#29ReasonsWhy | No. 29: The selflessness of my parents

To die is gain, but to live is Christ, and to be loved by Parents.

Photo op for Father’s Day 2017

I cannot think of a better way to put it, so I am just borrowing JR’s opening line in his message to his parents on his and Em’s wedding day:

We didn’t have much but you gave us everything we needed, (even some of what we wanted).

I will never recall a day that I did not have baon to school. Now, I wonder if at some point, that meant an afternoon for you without merienda.


Is selflessness an innate human quality that gets deactivated by having your first child, or is it a trait you gradually develop while raising them? Is it something that you acquire growing up — modeled by your own parents — and that becomes evident when you finally have your own family? Does it have to do with one’s generation — a cultural meme that you acquire when you belong to the generation whose parents survived a war? Is it imposed by society, demanded by social structures, forced by circumstances? Is it fruit of the Holy Spirit, a fingerprint of the Creator, an expression of Christ in you?

Do I also have it in me? Will I ever be able to demonstrate it as much as my parents have to us, their children and now, even their grandchildren?
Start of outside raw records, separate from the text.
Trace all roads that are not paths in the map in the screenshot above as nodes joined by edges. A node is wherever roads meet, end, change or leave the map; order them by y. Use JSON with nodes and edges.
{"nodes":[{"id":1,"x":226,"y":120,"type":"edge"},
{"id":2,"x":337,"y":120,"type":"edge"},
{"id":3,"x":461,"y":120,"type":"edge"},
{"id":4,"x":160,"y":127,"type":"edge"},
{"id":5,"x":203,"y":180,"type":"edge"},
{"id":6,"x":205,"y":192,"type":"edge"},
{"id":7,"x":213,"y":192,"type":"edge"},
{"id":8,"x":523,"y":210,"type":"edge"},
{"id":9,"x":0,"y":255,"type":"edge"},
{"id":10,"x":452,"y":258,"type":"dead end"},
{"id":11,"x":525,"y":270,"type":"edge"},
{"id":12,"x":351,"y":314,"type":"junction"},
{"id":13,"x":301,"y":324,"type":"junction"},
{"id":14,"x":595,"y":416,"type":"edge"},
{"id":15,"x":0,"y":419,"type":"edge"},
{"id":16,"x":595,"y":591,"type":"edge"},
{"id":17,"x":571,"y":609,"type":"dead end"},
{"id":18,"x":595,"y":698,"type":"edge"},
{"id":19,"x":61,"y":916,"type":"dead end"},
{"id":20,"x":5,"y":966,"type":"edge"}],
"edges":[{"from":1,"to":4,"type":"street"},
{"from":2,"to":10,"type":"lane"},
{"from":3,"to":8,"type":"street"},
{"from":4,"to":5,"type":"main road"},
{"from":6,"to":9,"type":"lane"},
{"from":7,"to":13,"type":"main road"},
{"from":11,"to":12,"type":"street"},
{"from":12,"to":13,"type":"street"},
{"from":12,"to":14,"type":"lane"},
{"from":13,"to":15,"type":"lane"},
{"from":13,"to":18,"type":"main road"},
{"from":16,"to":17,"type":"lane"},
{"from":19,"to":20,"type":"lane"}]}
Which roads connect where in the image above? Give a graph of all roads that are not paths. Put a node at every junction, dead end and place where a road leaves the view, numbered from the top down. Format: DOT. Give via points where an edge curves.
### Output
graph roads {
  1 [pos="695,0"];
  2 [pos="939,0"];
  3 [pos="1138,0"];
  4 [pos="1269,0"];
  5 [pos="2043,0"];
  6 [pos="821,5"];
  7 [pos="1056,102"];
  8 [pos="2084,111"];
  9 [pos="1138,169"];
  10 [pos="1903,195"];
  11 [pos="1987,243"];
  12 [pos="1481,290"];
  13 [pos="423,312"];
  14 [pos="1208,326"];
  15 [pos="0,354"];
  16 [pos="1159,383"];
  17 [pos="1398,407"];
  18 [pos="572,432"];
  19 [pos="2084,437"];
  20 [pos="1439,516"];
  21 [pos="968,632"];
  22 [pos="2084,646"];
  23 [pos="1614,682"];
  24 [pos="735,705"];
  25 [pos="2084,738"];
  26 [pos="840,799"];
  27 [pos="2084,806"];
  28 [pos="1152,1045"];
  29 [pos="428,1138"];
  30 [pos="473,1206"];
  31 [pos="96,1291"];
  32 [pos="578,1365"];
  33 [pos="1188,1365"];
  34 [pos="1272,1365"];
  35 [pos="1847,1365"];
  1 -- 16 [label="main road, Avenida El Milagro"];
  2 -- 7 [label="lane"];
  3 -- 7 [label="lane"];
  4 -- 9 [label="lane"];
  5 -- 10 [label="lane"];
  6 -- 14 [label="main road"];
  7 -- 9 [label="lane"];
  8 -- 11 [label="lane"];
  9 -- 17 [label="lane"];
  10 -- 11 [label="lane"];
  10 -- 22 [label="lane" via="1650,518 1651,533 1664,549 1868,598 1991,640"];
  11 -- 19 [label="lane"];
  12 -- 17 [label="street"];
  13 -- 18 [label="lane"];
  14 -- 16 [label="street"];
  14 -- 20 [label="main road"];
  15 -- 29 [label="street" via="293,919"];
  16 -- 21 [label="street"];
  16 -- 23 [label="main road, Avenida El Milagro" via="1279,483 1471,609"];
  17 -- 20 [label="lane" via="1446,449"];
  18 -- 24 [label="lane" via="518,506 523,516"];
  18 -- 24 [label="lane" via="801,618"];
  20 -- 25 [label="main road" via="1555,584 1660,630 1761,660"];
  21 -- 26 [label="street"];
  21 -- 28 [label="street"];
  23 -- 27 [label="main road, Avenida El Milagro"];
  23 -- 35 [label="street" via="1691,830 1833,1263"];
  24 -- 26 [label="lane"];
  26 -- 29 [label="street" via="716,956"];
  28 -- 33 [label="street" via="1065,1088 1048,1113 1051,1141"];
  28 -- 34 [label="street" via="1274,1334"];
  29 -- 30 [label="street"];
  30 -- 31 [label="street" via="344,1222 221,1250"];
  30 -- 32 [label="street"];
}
Have you known my parents before we happened? (As Noel would put it.) Have they ever been this selfless since they were younger? What were their dreams? (As Noel would ask.) Did they have to give up their own dreams, so that we could reach ours? Did they just decide at one point that their dreams would be what our dreams are now?

Is it selfishness to relish in their kindness, and their love, and their selflessness for life?

Is it normal to desire to be able to pay back, even if I know that I am not being asked to do so and that I will never be able to do so fully? Is it healthy to feel guilt and shame that seven years from graduation, I still cannot claim that they are now enjoying the return of their investment in the prime years of my existence? Does a son as he grows old really reach this point when it feels like words of affirmation alone are beginning to lose their value? I love you is correctly spelled as a sponsored trip or an expensive gift, and I want to take care of you is properly pronounced as a weekly grocery bag or a regular companionship when seeing the doctor.


Papa and Mama, you are one of the #29ReasonsWhy I look forward to turning 29, and spending another year or another decade (and even more, if I am lucky) of enjoying and enduring Life on planet earth. Always my hope is that not a day passes that you feel unloved, no matter the circumstance. We love you more than we are able to say or show it.

I would keep you for life, if I could.